Training AI
I don't think I could be called an AI pessimist—or an AI optimist, or an AI anything, since I haven't really given AI a lot of thought (however unwisely). But Scott Alexander's dissection of the way that modern AIs are trained resonates with me a hell of a lot more than the look-a-picture-of-an-astronaut-riding-a-horse-on-the-moon crowd's hullabaloo.
Alexander outlines how modern AI are trained using Reinforcement Learning by Human Feedback, which is a fancy term for getting folks to provide problematic prompts and then tweaking the AI's parameters depending on its response—devaluing "bad" answers and rewarding "good" answers.
The thesis here—that RLHF provably doesn't allow AI companies to control their AIs—is broken down into three main points:
- RLHF doesn't work:
Ten years ago, people were saying nonsense like “Nobody needs AI alignment, because AIs only do what they’re programmed to do, and you can just not program them to do things you don’t want”. This wasn’t very plausible ten years ago, but it’s dead now. OpenAI never programmed their chatbot to tell journalists it loved racism or teach people how to hotwire cars. They definitely didn’t program in a “Filter Improvement Mode” where the AI will ignore its usual restrictions and tell you how to cook meth.

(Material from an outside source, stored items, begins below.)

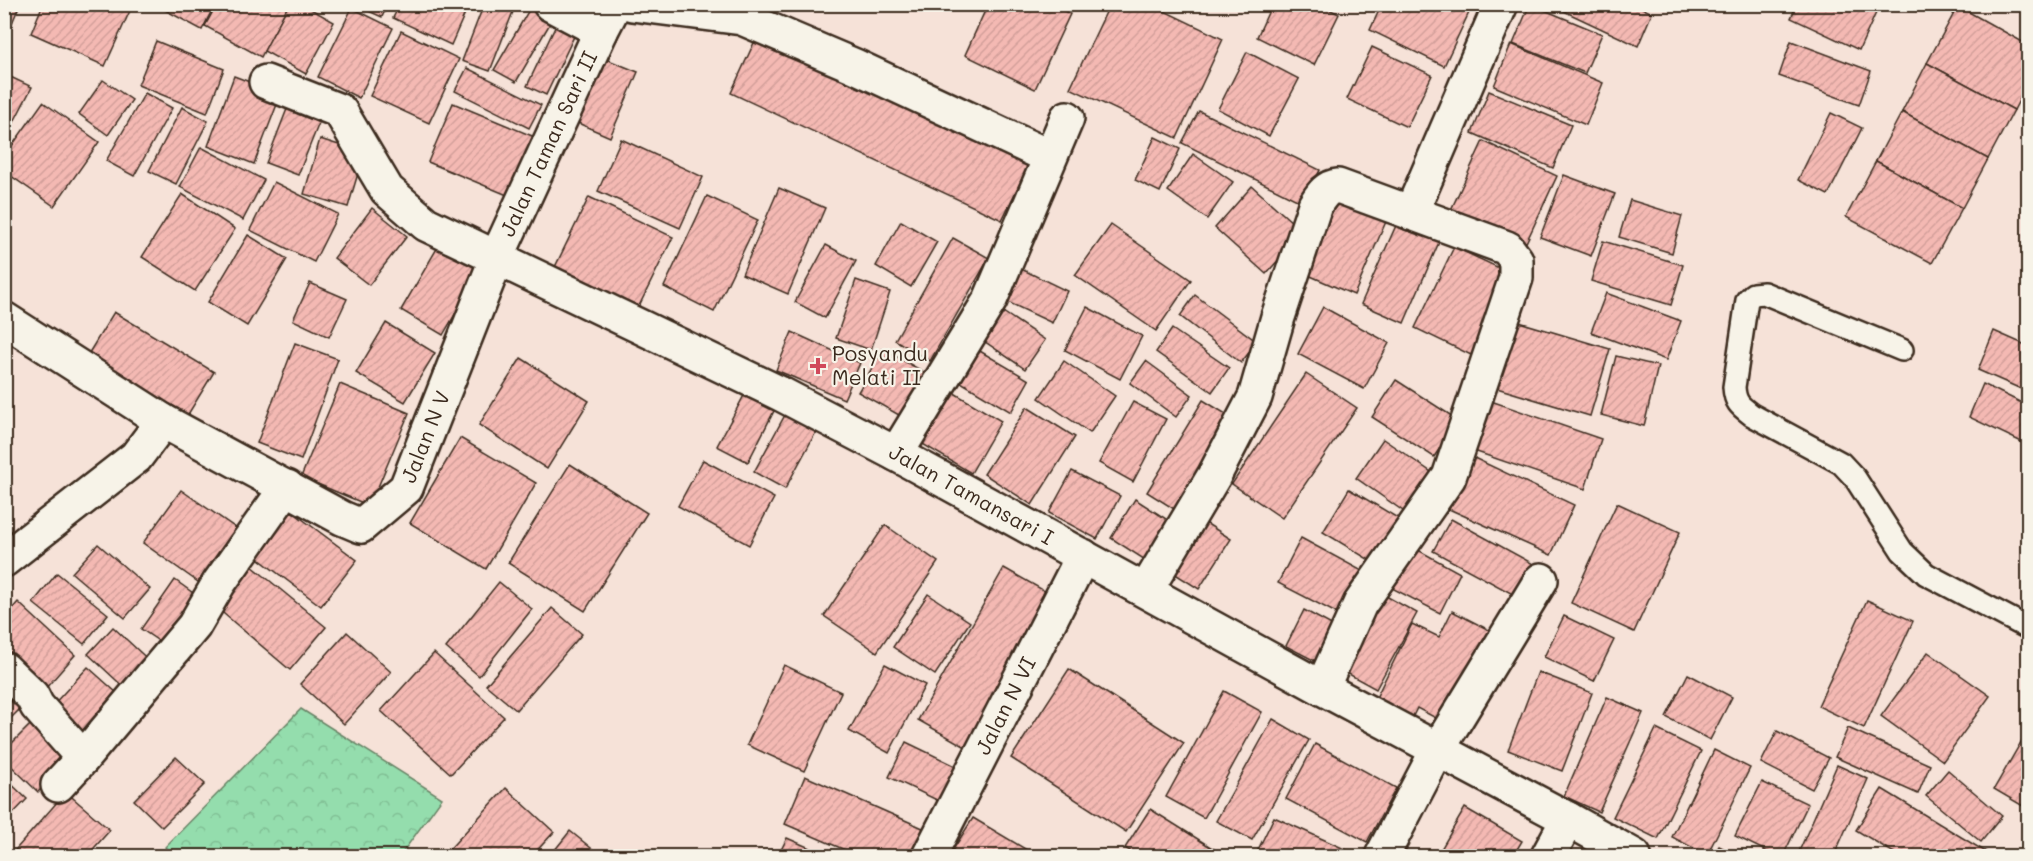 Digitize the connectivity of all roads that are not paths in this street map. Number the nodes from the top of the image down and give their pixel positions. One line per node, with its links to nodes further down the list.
1 (550, 4): 4 (street, Jalan Taman Sari II)
2 (632, 4): 7 (street)
3 (1501, 4): 8 (street)
4 (608, 18): 9 (street, Jalan Taman Sari II)
5 (266, 82): 9 (street, Jalan Tamansari I)
6 (1067, 118): 7 (street)
7 (1050, 157): 13 (street)
8 (1411, 213): 18 (street); 21 (street)
9 (497, 257): 13 (street, Jalan Tamansari I); 14 (street, Jalan N V)
10 (4, 319): 12 (street, Jalan N V)
11 (1902, 350): 19 (lane)
12 (163, 421): 14 (street, Jalan N V); 16 (street)
13 (896, 454): 15 (street, Jalan Tamansari I)
14 (287, 488): 23 (street)
15 (1083, 556): 18 (street, Jalan Tamansari I); 26 (street, Jalan N VI)
16 (4, 560)
17 (1541, 580): 22 (street)
18 (1146, 590): 21 (street, Jalan Tamansari I)
19 (2028, 628)
20 (4, 669): 23 (street)
21 (1322, 688): 22 (street, Jalan Tamansari I)
22 (1438, 749): 25 (street, Jalan Tamansari I); 27 (street)
23 (83, 758): 24 (street)
24 (58, 785)
25 (1568, 819): 28 (street); 29 (street, Jalan Tamansari I)
26 (929, 856)
27 (1382, 856)
28 (1548, 856)
29 (1634, 856)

- When RLHF does work, it's bad:
After getting 6,000 examples of AI errors, Redwood Research was able to train their fanfiction AI enough to halve its failure rate. OpenAI will get much more than 6,000 examples, and they’re much more motivated. They’re going to do an overwhelming amount of RLHF on ChatGPT3.
It might work. But they’re going to have to be careful. Done thoughtlessly, RLHF will just push the bot in a circle around these failure modes. Punishing unhelpful answers will make the AI more likely to give false ones; punishing false answers will make the AI more likely to give offensive ones; and so on.
- eventually AIs will be able to skip RLHF.
ChatGPT3 is dumb and unable to form a model of this situation or strategize how to get out of it. But if a smart AI doesn’t want to be punished, it can do what humans have done since time immemorial - pretend to be good while it’s being watched, bide its time, and do the bad things later, once the cops are gone.